“The right to bear arms.” Yes, but at what cost?

“The right to bear arms.” Yes, but at what cost?

As I write this now my heart goes out to the parents and families of those killed so mercilessly in Connecticut yesterday. Such a tragic and brutal waste of beautiful lives; such sorrow to consume so many hearts and homes this Christmas and for years to come.

It also makes me angry.

Angry because I know this will not be the last tragic slaughter of innocent lives at the hands of enraged and often delusional people. Angry because there are so many people in the USA where I lived for over a decade until earlier this year whom are so unwilling to face the brutal reality of US gun laws.

Did you know that Americans are 32 times more likely to die from gun death than Australians?  Scary isn’t it.

Don’t get me wrong. I’m not anti-guns. . . I grew up with them!  Rabbit shooting on my parents’ farm in rural Australia was a favourite pastime.But this most recent tragedy in Connecticut, that claimed the lives of 28 innocent people – 2o of them innocent children the same age as my own –   has compelled me to get on my soap box on the issue of gun control.

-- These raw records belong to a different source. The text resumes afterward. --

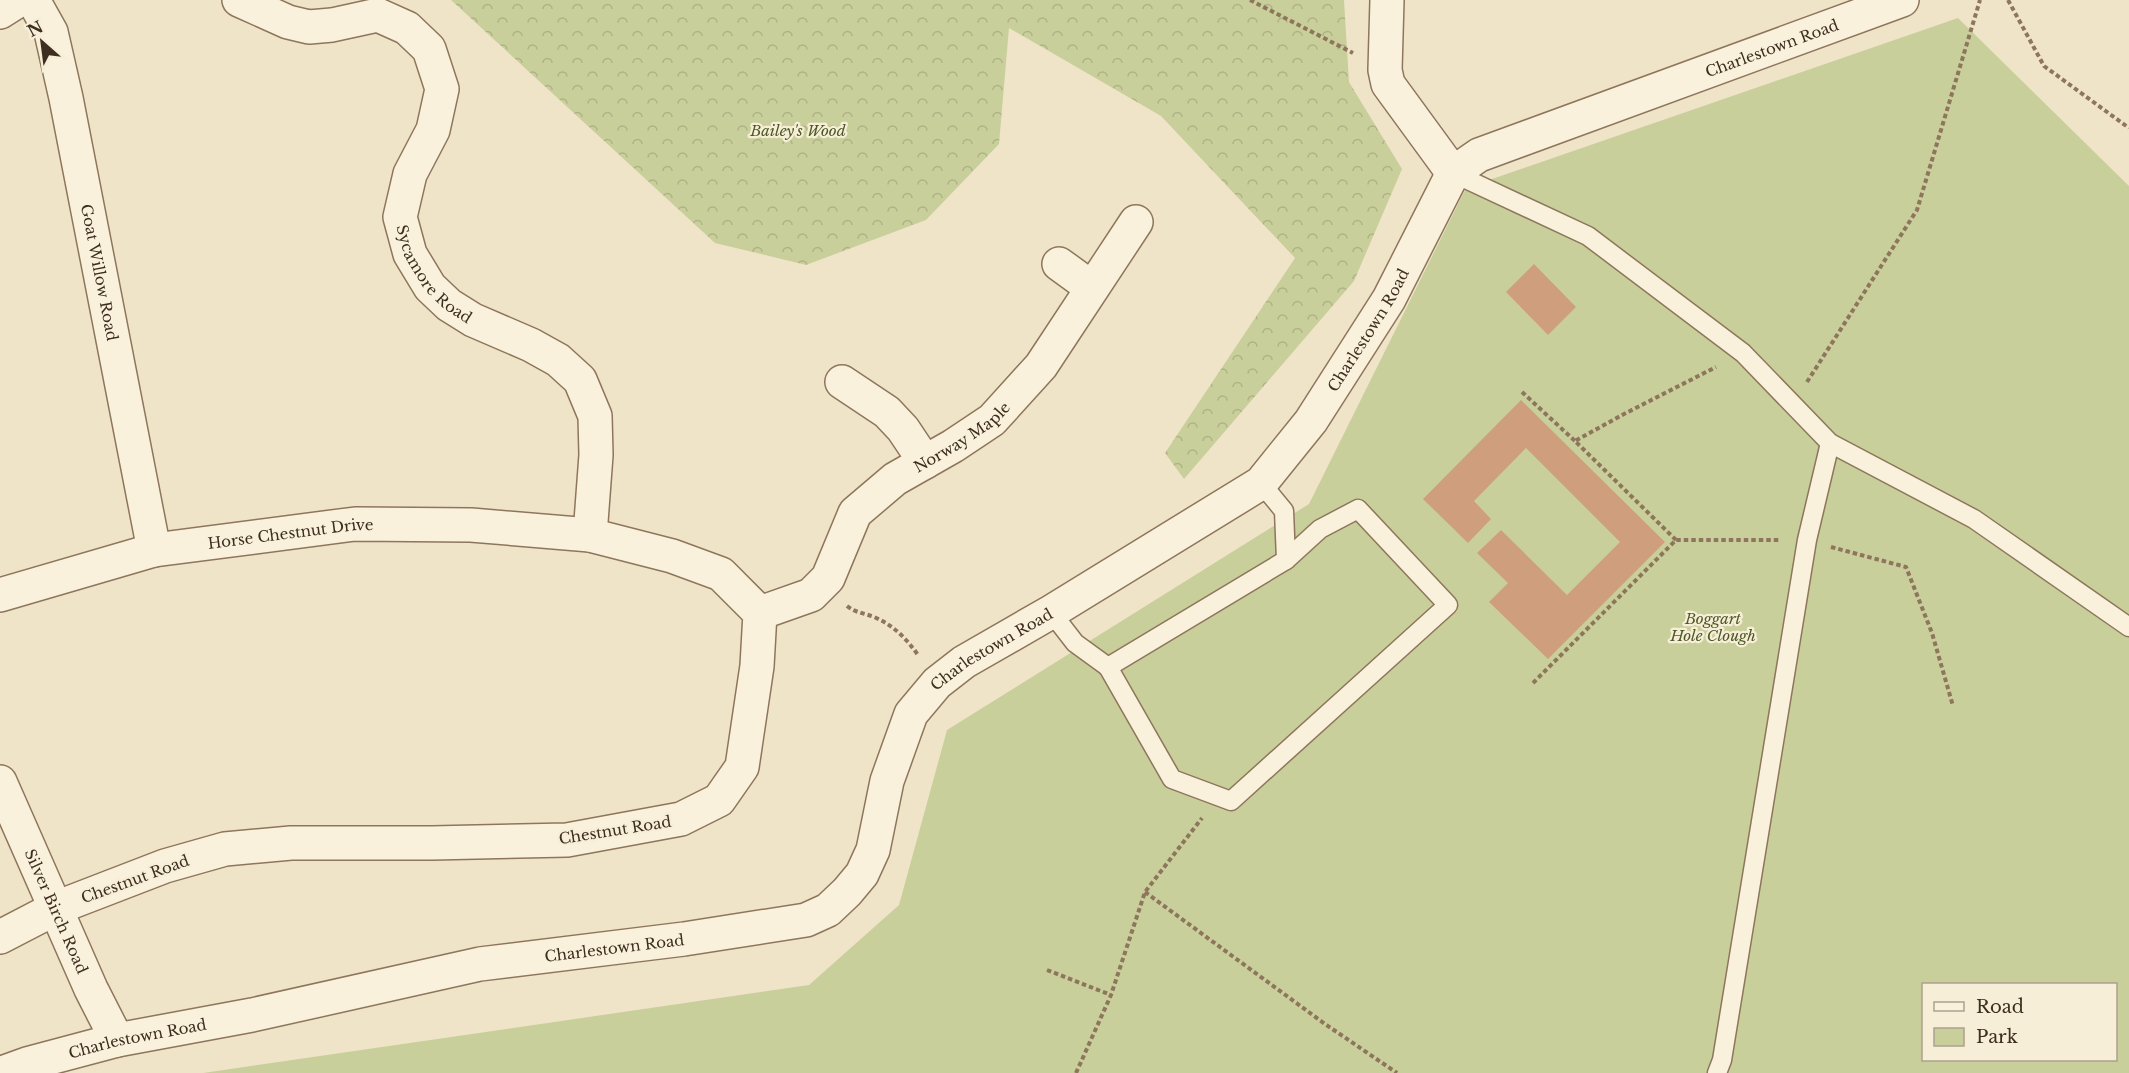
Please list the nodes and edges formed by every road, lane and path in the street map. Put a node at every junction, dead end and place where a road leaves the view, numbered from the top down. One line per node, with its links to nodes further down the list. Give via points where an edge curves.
1 (19, 0): 9 (street)
2 (33, 0): 27 (street, Goat Willow Road, via 51,32 66,98)
3 (239, 0): 24 (street, Sycamore Road, via 309,27 378,15 407,28 429,49 442,89 433,130 411,174 400,217 410,254 430,287 449,305 558,360 580,380 595,416)
4 (1250, 0): 10 (path)
5 (1387, 0): 10 (street)
6 (1902, 0): 12 (street, Charlestown Road, via 1479,155)
7 (1980, 0): 19 (path, via 1917,210)
8 (2008, 0): 11 (path, via 2044,66)
9 (0, 12)
10 (1385, 70): 12 (street, via 1389,84)
11 (2129, 128)
12 (1453, 173): 16 (lane, via 1588,236); 23 (street, Charlestown Road, via 1389,299 1311,421)
13 (1136, 222): 15 (street, Norway Maple)
14 (1059, 264): 15 (street)
15 (1092, 288): 22 (street, Norway Maple, via 1041,366 992,420)
16 (1743, 353): 19 (lane); 20 (path)
17 (842, 382): 22 (street, via 887,412)
18 (1522, 392): 20 (path)
19 (1792, 405): 21 (lane)
20 (1575, 441): 25 (path)
21 (1830, 443): 26 (lane); 33 (lane, via 1974,519)
22 (925, 462): 29 (street, Norway Maple, via 895,479 855,513)
23 (1261, 483): 28 (lane, via 1284,511); 31 (street, Charlestown Road)
24 (590, 535): 27 (street, Horse Chestnut Drive, via 471,525 355,524); 32 (street, via 672,555 721,574)
25 (1676, 540): 26 (path); 36 (path)
26 (1807, 540): 37 (path, via 1906,567 1932,633); 49 (lane)
27 (154, 550): 30 (street, Horse Chestnut Drive)
28 (1286, 560): 34 (lane); 39 (lane, via 1320,529 1358,509 1448,605 1231,801)
29 (823, 583): 32 (street, Norway Maple, via 811,595); 35 (path, via 856,613 872,616 903,635)
30 (0, 596)
31 (1051, 612): 34 (lane, via 1076,643); 35 (street, Charlestown Road)
32 (760, 613): 41 (street, Chestnut Road, via 757,666 742,767 719,800 681,819 567,840 291,843 225,849 165,866)
33 (2129, 627)
34 (1108, 667): 39 (lane, via 1172,778)
35 (937, 683): 45 (street, Charlestown Road, via 911,714 886,781 873,850 862,874 828,910 806,920 480,964 252,1015)
36 (1533, 683)
37 (1953, 706)
38 (0, 782): 41 (street, Silver Birch Road)
39 (1215, 795): 40 (path)
40 (1145, 892): 44 (path); 48 (path)
41 (56, 908): 42 (street, Chestnut Road); 45 (street, Silver Birch Road)
42 (0, 937)
43 (1047, 970): 44 (path)
44 (1111, 995): 47 (path)
45 (117, 1040): 46 (street, Charlestown Road)
46 (2, 1073)
47 (1076, 1073)
48 (1397, 1073)
49 (1717, 1073)

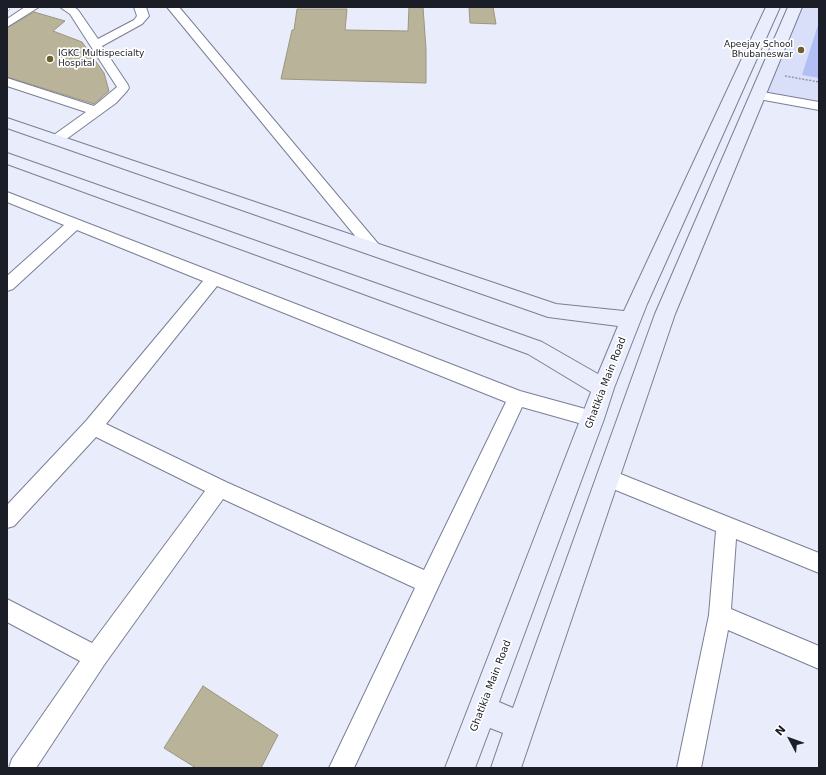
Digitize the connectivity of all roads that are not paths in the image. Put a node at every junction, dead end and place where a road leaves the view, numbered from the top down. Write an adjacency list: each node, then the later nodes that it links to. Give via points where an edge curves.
1 (33, 7): 7 (street)
2 (66, 7): 8 (street, via 74,12)
3 (140, 7): 8 (street, via 143,16 138,22)
4 (173, 7): 20 (street)
5 (772, 7): 17 (street, Ghatikia Main Road)
6 (795, 7): 10 (street)
7 (7, 24)
8 (96, 45): 12 (street, via 123,88)
9 (7, 82): 12 (street)
10 (757, 96): 11 (street); 18 (street)
11 (819, 106)
12 (96, 112): 14 (street)
13 (7, 123): 14 (street)
14 (56, 140): 20 (street)
15 (7, 158): 24 (street, via 535,348)
16 (7, 197): 19 (street)
17 (682, 206): 18 (street); 23 (street, Ghatikia Main Road)
18 (707, 214): 28 (street, via 665,314)
19 (76, 224): 21 (street); 22 (street)
20 (375, 250): 23 (street, via 556,312)
21 (214, 279): 25 (street); 27 (street)
22 (7, 285)
23 (631, 320): 24 (street, Ghatikia Main Road)
24 (603, 388): 26 (street, Ghatikia Main Road)
25 (517, 398): 26 (street); 33 (street)
26 (593, 418): 38 (street, Ghatikia Main Road)
27 (93, 427): 29 (street); 30 (street)
28 (608, 478): 31 (street); 39 (street)
29 (219, 488): 33 (street); 36 (street)
30 (7, 519)
31 (727, 525): 32 (street); 35 (street)
32 (819, 563)
33 (428, 583): 41 (street)
34 (7, 610): 36 (street)
35 (720, 615): 37 (street); 44 (street)
36 (96, 657): 40 (street)
37 (819, 658)
38 (482, 710): 39 (street); 42 (street, Ghatikia Main Road)
39 (521, 726): 43 (street)
40 (21, 768)
41 (340, 768)
42 (460, 768)
43 (506, 768)
44 (689, 768)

The topic of gun control creates a lot of conflict and incites a lot of fear. Much of it is driven by the pro-gun movements’ strong held, and long held, belief that restricting the availability of guns is an infringement on one’s individual freedom limiting our ability to protect ourselves. But their equation that gun access equals safety and freedom quickly proves itself false when you look at the facts and take the rhetoric out of it.

The equation that gun access equals safety quickly proves itself false when you look at the facts and take the rhetoric out of it.

How can anyone say guns create safety and freedom with statistics like that. Here’s a few more to  (all sourced from Coalition to Stop Gun Violence):

  • As a percentage of population, the US has 33 times more gun homicides than the UK each year and that Americans are over four times more likely to die of gun death than Australians.
  • Seventy  adults and 8 children die every day from gun violence in America.
  • American children (age 14 and below) are sixteen times more likely than children in other industrialized nations to be murdered with a gun, eleven times more likely to commit suicide with a gun, and nine times more likely to die from firearms accidents.

Can the current status quo continue at the cost of human lives for the sake of “freedom” as the pro-gun lobby maintains?

Guns are dangerous. Guns can kill people. Big people, little people, old people, young people, and way too often, good, kind and innocent people. Like the wonderful 24 year old female journalist killed in Colorado earlier this year while out with friends at the movies.  Like the beautiful nine year old girl murdered visiting Gabrielle Giffords in an Arizona shopping mall (she was the same age as my son Ben.)  Too often people with guns are people who shouldn’t be even given a sling shot. What happened in Connecticut  wasn’t the first time a person was so desensitised to life they went crazy and killed people they didn’t even know, including children.  What makes me so sad is that it won’t be the last.  Think Colorado. Think  Columbine. Sadly, you don’t have to think too hard.

Surely it’s past time for a national and rational debate that examines the issue objectively, and weighs up the “right to bear arms” versus the cost to every person living in America of millions of people walking around with loaded guns in their pockets, in their cars, in their homes and  under their pillows. Surely even gun toting, NRA card carrying folks across the US have to pause and wonder if a country of 300 odd million people many armed with guns really makes anyone of themany safer.

I talk a lot about living with courage. Let me just say, when it comes to the obsession millions of Americans have about guns, and more so, their right to carry one, it scares the hell out of me.